Creo positivamente que todo el mundo debería de leer, al menos una vez, la biografía de Janis Joplin, al menos aquellas que la retratan como una reina negra escondida en el cuerpo de una blanca con todos los problemas que pudiera dar el dinero, el exito y las drogas entre los años 60 y 70.
Dijo, al leer la noticia de la muerte del otro gran genio de la época (Jimmi Hendrix) el 18/9/1970 que no era posible que dos grandes murieran el mismo año y, tras alguna noche de alcohol donde se escondió, murió el 4/10/1970 sin haber llegado a terminar siquiera su primer disco.
Y era una diosa cuando soltaba su voz rota, cuando cantaba como si te estuviera rogando, como si te estuviera necesitando y como a todos nos gusta que nos deseen, al menos una vez y de manera irracional.
En aquellos años de pantalones anchos, de pelos lacios y largos, de amor libre, de alcohol, de drogas y confraternización. En aquellos años en los que por primera vez la sociedad y los mandatarios se separaron en caminos diferentes que nunca se han vuelto a reunir. En aquellos años, brillaba Janis.

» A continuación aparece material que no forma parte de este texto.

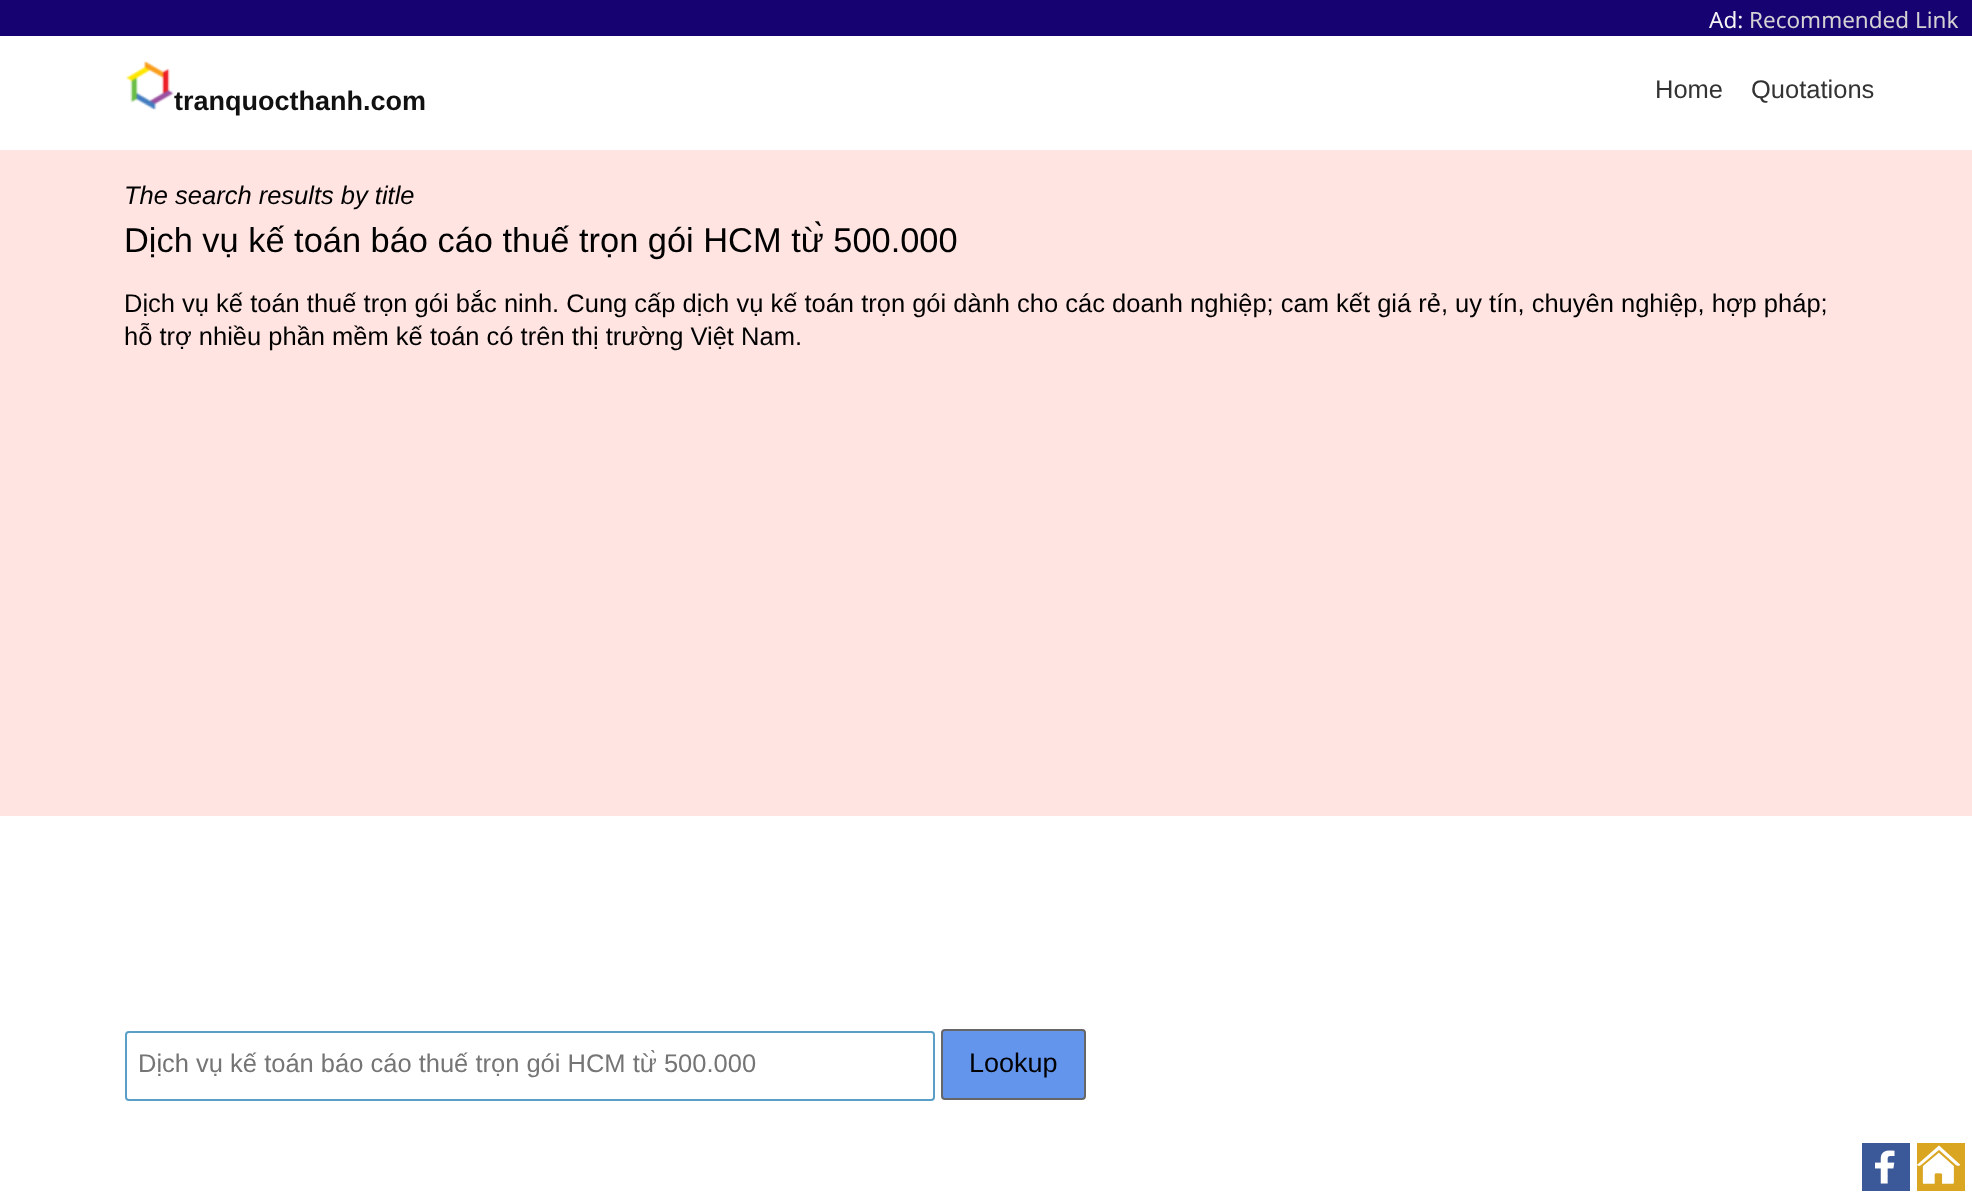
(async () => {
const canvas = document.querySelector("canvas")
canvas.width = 1972
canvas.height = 1198
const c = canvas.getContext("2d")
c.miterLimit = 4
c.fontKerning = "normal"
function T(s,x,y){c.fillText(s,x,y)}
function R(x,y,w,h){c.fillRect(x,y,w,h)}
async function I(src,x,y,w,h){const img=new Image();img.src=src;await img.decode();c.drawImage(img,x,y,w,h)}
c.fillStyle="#fff"
R(0,0,1972,1198)
c.fillStyle="#170272"
R(0,0,1972,36)
c.font="22.5px Noto Sans"
c.fillStyle="#f5f5f5"
T("Ad:",1709,28)
c.fillStyle="#d3d3d3"
T("Recommended Link",1749,28)
await I("1.png",126,61,48,49)
c.font="bold 27px Liberation Sans"
c.fillStyle="#111"
T("tranquocthanh.com",174,110)
c.font="25.5px Liberation Sans"
c.fillStyle="#333"
T("Home",1655,98)
T("Quotations",1751,98)
c.fillStyle="#ffe4e1"
R(0,150,1972,666)
c.font="italic 25.5px Liberation Sans"
c.fillStyle="#000"
T("The search results by title",124,204)
c.font="34.4px Liberation Sans"
T("Dịch vụ kế toán báo cáo thuế trọn gói HCM từ̀ 500.000",124,252)
c.font="25.5px Liberation Sans"
T("Dịch vụ kế toán thuế trọn gói bắc ninh. Cung cấp dịch vụ kế toán trọn gói dành cho các doanh nghiệp; cam kết giá rẻ, uy tín, chuyên nghiệp, hợp pháp;",124,312)
T("hỗ trợ nhiều phần mềm kế toán có trên thị trường Việt Nam.",124,345)
c.beginPath()
c.roundRect(126,1032,808,68,3)
c.strokeStyle="#5a9fc8"
c.lineWidth=2
c.stroke()
c.save()
c.beginPath()
c.rect(138,1050,782,30)
c.clip()
c.fillStyle="#757575"
T("Dịch vụ kế toán báo cáo thuế trọn gói HCM từ̀ 500.000",138,1072)
c.restore()
c.fillStyle="#6495ed"
c.beginPath()
c.roundRect(942,1030,143,69,3)
c.fill()
c.strokeStyle="#666"
c.stroke()
c.font="27px Liberation Sans"
c.fillStyle="#000"
T("Lookup",969,1072)
c.fillStyle="#3b5998"
R(1862,1143,48,48)
c.fillStyle="#daa520"
R(1917,1143,48,48)
await I("2.png",1875,1150,20,34)
await I("3.png",1917,1145,44,39)
})()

Es de esas mujeres que al verlas pasan desapercibidas y cuando, sentada a tu lado, saca la brillantez, la furia, el deseo, el amor y la magia, en ese preciso momento, todo te da igual y brillas por un reflejo. (Conozco alguna mujer así, aunque no cante). Y aún tiemblo cuando oigo a Janis, al menos este summertime repleto de operaciones salidas hacia playas enormes de grandes mareas donde aún suena llenándolo todo.